- _Data extracts_:
*** Begin section ***

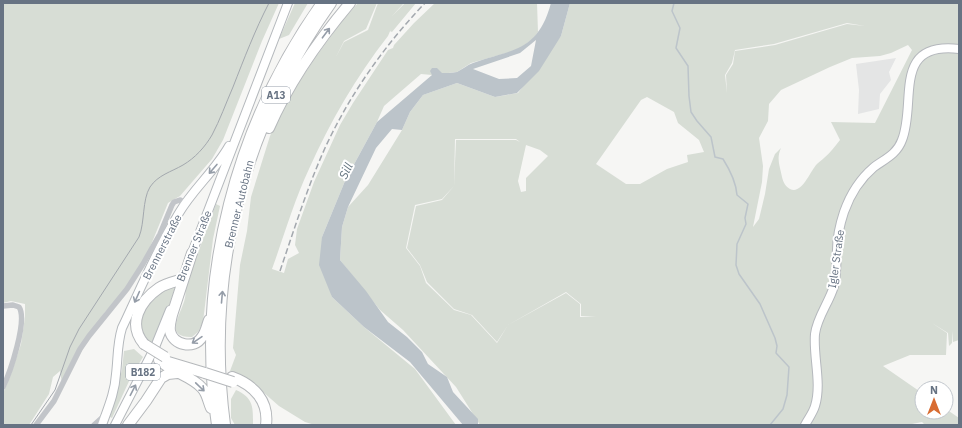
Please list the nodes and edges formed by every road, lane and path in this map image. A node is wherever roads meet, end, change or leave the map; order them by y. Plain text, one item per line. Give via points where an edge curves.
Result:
1 (288, 3) edge
2 (292, 3) edge
3 (322, 3) edge
4 (331, 3) edge
5 (350, 3) edge
6 (272, 46) junction
7 (959, 49) edge
8 (239, 128) junction
9 (199, 185) junction
10 (215, 194) junction
11 (240, 195) junction
12 (186, 203) junction
13 (192, 253) junction
14 (180, 280) junction
15 (3, 306) edge
16 (213, 306) junction
17 (130, 312) junction
18 (141, 345) junction
19 (163, 361) junction
20 (178, 373) junction
21 (232, 379) junction
22 (3, 387) edge
23 (106, 414) junction
24 (222, 423) edge
25 (36, 425) edge
26 (94, 425) edge
27 (102, 425) edge
28 (115, 425) edge
29 (128, 425) edge
30 (262, 425) edge
31 (266, 425) edge
32 (805, 425) edge

1 - 6 main road, B182
2 - 6 main road, B182
3 - 16 highway, Brenner Autobahn / A13 via 301,33 277,76 245,152 226,220 216,272
4 - 11 highway, Brenner Autobahn / A13 via 306,40 274,100 258,136
11 -> 5 highway, A13 via 287,91 318,43
6 - 8 main road, B182
7 - 32 main road, Igler Straße via 933,50 915,65 909,81 905,133 901,143 896,151 862,179 845,209 838,236 834,286 816,329 817,393 814,408
8 -> 9 main road, B182 via 218,163
8 - 10 main road, Brenner Straße / B182
9 - 10 main road via 209,184
9 - 12 main road, Brennerstraße / B182
10 - 13 main road, Brenner Straße / B182
24 -> 11 highway, Brenner Autobahn / A13 via 221,312 228,246
12 -> 17 main road, Brennerstraße / B182 via 160,249
12 - 25 street via 180,200 174,202 143,264 127,289 84,342 54,401
13 - 14 main road, Brenner Straße / B182
16 -> 13 highway via 206,330 200,340 194,344 186,344 173,337 170,322
14 - 18 highway via 159,288 140,307 136,329
28 -> 14 main road, Brenner Straße / B182 via 155,347
15 - 22 street via 19,307 22,320 19,339
16 - 24 highway, Brenner Autobahn / A13 via 212,367
17 - 18 highway via 130,332 134,341
17 - 23 main road, B182 via 119,339 116,375
18 - 19 highway
19 - 20 highway
19 - 21 highway
20 -> 24 highway via 202,387
20 - 29 highway via 161,378
21 - 30 highway via 256,398 262,411
21 - 31 highway via 250,386 260,397 266,409
23 - 26 street
23 - 27 main road, B182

*** End section ***

Output the material word for word, omitting its pictures.

- _Your response_:
Please list the nodes and edges formed by every road, lane and path in this map image. A node is wherever roads meet, end, change or leave the map; order them by y. Plain text, one item per line. Give via points where an edge curves.
Result:
1 (288, 3) edge
2 (292, 3) edge
3 (322, 3) edge
4 (331, 3) edge
5 (350, 3) edge
6 (272, 46) junction
7 (959, 49) edge
8 (239, 128) junction
9 (199, 185) junction
10 (215, 194) junction
11 (240, 195) junction
12 (186, 203) junction
13 (192, 253) junction
14 (180, 280) junction
15 (3, 306) edge
16 (213, 306) junction
17 (130, 312) junction
18 (141, 345) junction
19 (163, 361) junction
20 (178, 373) junction
21 (232, 379) junction
22 (3, 387) edge
23 (106, 414) junction
24 (222, 423) edge
25 (36, 425) edge
26 (94, 425) edge
27 (102, 425) edge
28 (115, 425) edge
29 (128, 425) edge
30 (262, 425) edge
31 (266, 425) edge
32 (805, 425) edge

1 - 6 main road, B182
2 - 6 main road, B182
3 - 16 highway, Brenner Autobahn / A13 via 301,33 277,76 245,152 226,220 216,272
4 - 11 highway, Brenner Autobahn / A13 via 306,40 274,100 258,136
11 -> 5 highway, A13 via 287,91 318,43
6 - 8 main road, B182
7 - 32 main road, Igler Straße via 933,50 915,65 909,81 905,133 901,143 896,151 862,179 845,209 838,236 834,286 816,329 817,393 814,408
8 -> 9 main road, B182 via 218,163
8 - 10 main road, Brenner Straße / B182
9 - 10 main road via 209,184
9 - 12 main road, Brennerstraße / B182
10 - 13 main road, Brenner Straße / B182
24 -> 11 highway, Brenner Autobahn / A13 via 221,312 228,246
12 -> 17 main road, Brennerstraße / B182 via 160,249
12 - 25 street via 180,200 174,202 143,264 127,289 84,342 54,401
13 - 14 main road, Brenner Straße / B182
16 -> 13 highway via 206,330 200,340 194,344 186,344 173,337 170,322
14 - 18 highway via 159,288 140,307 136,329
28 -> 14 main road, Brenner Straße / B182 via 155,347
15 - 22 street via 19,307 22,320 19,339
16 - 24 highway, Brenner Autobahn / A13 via 212,367
17 - 18 highway via 130,332 134,341
17 - 23 main road, B182 via 119,339 116,375
18 - 19 highway
19 - 20 highway
19 - 21 highway
20 -> 24 highway via 202,387
20 - 29 highway via 161,378
21 - 30 highway via 256,398 262,411
21 - 31 highway via 250,386 260,397 266,409
23 - 26 street
23 - 27 main road, B182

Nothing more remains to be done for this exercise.